Lenovo surprises with US$118m profit

Business | Reuters and Avery Chen 24 May 2019

Tech giant Lenovo Group (0992) yesterday reported a market-beating three-fold surge in quarterly profit, helped by strong personal computer sales, and said its production plans have not been affected by the ongoing Sino-US trade war.

The personal computer maker's net profit for the first quarter soared 257.58 percent year-on-year to US$118 million (HK$920.4 million), compared to the US$91.4 million average of seven analyst estimates compiled by Refinitiv.

For the full year ended March 31, Lenovo swung to a profit of US$597 million, rebounding from a loss of US$189 million a year earlier.

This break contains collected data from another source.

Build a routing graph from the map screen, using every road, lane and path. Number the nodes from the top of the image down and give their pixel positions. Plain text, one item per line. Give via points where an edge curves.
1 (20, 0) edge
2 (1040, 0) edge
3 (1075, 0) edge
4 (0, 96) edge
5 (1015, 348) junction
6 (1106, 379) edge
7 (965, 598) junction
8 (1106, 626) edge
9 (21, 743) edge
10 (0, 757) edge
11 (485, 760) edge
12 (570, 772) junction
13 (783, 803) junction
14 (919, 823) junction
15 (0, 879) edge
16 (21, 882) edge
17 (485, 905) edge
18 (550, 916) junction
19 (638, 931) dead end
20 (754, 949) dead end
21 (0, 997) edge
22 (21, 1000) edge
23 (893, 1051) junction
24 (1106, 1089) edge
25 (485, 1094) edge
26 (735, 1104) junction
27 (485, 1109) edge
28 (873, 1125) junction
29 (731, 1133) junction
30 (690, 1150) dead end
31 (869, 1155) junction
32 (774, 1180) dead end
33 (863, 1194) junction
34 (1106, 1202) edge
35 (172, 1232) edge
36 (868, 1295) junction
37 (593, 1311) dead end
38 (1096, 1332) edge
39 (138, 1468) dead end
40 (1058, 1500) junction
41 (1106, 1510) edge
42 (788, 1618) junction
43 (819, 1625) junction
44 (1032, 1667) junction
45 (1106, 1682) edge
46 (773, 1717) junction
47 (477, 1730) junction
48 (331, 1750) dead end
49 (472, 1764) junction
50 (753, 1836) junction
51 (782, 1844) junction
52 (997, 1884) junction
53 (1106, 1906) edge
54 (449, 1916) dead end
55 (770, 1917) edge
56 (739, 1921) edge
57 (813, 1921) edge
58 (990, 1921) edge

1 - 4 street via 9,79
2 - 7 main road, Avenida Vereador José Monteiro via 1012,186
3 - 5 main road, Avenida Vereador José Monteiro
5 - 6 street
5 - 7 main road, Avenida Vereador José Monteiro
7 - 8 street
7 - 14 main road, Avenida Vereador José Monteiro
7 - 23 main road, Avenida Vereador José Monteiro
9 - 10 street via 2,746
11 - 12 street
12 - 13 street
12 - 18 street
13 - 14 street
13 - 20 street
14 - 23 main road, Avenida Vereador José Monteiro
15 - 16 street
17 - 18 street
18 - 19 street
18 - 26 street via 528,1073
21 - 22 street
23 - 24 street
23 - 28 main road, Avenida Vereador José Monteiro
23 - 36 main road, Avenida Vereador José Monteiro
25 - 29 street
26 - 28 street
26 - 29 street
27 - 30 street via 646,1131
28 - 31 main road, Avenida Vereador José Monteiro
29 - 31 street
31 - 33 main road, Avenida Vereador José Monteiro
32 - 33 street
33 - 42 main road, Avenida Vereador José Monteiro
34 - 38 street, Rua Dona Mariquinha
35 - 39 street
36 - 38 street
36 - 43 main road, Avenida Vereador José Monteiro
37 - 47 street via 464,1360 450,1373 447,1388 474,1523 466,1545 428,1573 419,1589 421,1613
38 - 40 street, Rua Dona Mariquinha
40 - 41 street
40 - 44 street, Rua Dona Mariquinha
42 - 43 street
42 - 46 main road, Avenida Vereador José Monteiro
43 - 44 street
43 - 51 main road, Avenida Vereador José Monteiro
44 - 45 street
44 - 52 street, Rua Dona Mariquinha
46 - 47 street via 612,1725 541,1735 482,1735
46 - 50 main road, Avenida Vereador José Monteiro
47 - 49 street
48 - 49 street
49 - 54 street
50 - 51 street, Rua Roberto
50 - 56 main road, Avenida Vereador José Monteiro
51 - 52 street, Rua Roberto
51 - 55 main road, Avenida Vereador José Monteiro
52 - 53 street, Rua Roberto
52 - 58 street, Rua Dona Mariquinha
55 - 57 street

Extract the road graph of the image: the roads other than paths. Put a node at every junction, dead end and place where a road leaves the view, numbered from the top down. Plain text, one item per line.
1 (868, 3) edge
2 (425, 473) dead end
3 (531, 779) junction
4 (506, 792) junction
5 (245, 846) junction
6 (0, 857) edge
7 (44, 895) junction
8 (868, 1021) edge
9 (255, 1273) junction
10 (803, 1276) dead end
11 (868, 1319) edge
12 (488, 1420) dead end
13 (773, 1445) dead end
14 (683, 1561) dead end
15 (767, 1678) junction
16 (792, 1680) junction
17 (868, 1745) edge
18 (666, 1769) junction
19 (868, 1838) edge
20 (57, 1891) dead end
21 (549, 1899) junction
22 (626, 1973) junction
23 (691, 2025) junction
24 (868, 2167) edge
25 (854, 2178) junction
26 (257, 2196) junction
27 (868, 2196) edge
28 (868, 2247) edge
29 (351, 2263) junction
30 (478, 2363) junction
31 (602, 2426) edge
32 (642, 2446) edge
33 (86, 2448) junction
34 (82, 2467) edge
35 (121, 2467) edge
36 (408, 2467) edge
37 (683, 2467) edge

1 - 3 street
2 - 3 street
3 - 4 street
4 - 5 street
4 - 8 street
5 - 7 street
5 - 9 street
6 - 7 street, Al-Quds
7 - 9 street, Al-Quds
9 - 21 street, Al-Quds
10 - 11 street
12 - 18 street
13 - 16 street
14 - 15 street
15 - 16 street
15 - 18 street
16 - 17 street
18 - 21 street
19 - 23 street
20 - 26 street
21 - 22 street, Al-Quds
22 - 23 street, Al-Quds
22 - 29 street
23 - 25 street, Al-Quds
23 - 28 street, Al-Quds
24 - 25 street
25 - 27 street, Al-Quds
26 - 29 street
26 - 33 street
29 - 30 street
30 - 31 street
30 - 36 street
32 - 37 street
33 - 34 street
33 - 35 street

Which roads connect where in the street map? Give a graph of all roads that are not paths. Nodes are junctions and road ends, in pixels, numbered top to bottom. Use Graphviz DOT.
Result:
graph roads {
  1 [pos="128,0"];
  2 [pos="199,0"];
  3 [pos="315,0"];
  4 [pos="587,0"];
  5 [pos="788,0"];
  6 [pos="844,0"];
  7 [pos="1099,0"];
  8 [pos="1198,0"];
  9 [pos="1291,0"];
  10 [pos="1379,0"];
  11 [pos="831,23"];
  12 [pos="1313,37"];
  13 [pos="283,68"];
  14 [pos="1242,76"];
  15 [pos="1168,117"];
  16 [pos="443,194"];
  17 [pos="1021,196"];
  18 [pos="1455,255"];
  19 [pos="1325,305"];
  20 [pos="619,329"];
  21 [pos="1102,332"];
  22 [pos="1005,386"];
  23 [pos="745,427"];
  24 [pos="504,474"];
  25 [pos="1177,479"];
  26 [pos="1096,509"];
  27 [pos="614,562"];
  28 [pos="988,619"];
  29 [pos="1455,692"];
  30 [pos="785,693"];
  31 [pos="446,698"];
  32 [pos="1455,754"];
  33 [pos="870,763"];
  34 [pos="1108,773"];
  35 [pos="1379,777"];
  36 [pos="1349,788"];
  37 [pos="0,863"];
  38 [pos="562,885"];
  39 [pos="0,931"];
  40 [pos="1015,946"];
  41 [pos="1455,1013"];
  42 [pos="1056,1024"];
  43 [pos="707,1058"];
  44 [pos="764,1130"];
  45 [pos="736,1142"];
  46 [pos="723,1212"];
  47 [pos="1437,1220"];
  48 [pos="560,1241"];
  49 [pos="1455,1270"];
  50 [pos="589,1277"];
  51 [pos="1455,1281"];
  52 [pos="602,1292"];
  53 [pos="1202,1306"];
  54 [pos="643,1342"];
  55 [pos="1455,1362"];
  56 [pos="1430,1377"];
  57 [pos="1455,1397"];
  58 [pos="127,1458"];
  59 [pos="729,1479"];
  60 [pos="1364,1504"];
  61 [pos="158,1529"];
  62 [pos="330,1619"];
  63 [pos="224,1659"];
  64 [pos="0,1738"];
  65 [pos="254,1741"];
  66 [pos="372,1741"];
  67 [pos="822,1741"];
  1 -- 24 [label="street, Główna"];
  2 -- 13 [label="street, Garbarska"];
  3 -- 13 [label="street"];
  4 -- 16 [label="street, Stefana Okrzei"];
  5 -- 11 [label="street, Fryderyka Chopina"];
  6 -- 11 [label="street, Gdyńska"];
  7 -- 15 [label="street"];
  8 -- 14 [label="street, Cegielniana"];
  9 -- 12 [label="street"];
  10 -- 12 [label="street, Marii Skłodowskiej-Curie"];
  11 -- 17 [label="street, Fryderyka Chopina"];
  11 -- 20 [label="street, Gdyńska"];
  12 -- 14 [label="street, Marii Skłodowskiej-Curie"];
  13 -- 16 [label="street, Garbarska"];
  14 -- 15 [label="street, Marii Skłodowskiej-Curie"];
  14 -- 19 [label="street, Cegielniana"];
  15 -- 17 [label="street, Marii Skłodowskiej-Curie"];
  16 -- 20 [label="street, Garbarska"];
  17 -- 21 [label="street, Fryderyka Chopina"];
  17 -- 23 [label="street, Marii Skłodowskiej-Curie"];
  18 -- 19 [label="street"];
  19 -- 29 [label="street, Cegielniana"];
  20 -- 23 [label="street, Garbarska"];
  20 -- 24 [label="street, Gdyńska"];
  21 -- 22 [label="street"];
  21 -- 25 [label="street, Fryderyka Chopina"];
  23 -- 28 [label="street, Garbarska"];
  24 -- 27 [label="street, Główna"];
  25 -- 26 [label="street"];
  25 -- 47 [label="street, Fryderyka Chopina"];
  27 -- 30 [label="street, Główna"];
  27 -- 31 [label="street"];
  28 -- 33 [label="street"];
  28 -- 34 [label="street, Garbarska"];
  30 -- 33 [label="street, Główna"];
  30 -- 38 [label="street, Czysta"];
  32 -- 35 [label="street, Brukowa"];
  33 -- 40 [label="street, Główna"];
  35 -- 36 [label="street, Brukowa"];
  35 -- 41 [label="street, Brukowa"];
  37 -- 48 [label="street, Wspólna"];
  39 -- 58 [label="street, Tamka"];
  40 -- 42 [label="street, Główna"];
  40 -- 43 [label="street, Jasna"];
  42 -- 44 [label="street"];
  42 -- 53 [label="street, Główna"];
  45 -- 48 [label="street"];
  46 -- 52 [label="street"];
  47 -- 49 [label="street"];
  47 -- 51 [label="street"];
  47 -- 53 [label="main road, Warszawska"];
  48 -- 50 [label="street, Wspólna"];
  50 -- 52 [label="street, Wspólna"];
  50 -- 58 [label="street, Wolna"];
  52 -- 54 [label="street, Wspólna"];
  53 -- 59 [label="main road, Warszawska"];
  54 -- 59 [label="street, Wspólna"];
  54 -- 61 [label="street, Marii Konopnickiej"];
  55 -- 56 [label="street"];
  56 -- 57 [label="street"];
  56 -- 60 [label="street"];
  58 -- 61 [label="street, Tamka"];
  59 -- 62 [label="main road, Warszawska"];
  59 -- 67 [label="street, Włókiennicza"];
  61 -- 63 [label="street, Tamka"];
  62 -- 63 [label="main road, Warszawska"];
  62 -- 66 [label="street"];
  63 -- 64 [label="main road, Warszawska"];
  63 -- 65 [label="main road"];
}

Earnings per share were 5.01 US cents, and a final dividend of 21.8 HK cents per share was declared.

Lenovo's total revenues grew 12.5 percent year-on-year to US$51.04 billion for the full year, as both PC and smart device business and data center group scored record revenues. Its gross profit margin gained 0.6 percentage point to 14.4 percent, largely attributable to margin expansion of its PC and smart device business and mobile business group.

Lenovo's mobile business, which it has been trying to turn around, continued to lose money. Its nascent data center division also booked a loss, despite revenue climbing 37 percent.

Still investors, worried that the Sino-US conflict was morphing into a technology cold war, dumped shares of Asian tech companies, with Lenovo's stock price falling as much as 6.3 percent to its lowest in nearly four months.

Shares of Lenovo closed 2.65 percent lower at HK$5.88 yesterday.

Dual-headquartered in China and the United States, the world's largest PC maker said it is "well poised to navigate the turbulence in the geopolitical and macro-economic environment."

The United States has sought to address what it believes is imbalanced trade with China, unleashing waves of tit-for-tat import tariffs on billions of dollars worth of goods.

Lenovo said it was less exposed to the US market than competitors, and that most of its products are not subject to the new tariffs. "We definitely don't want to see this situation," said chairman and chief executive Yang Yuanqing. "We've always said we wish the two governments can get the agreement as early as possible."

Yang said Lenovo has contingency plans to shift production to its centers outside China - such as in India, Mexico, Hungary, Brazil and the United States - but so far has not made such adjustments.

The company also said it will maintain a business relationship with Huawei with respect to regulation and law in countries where it operates.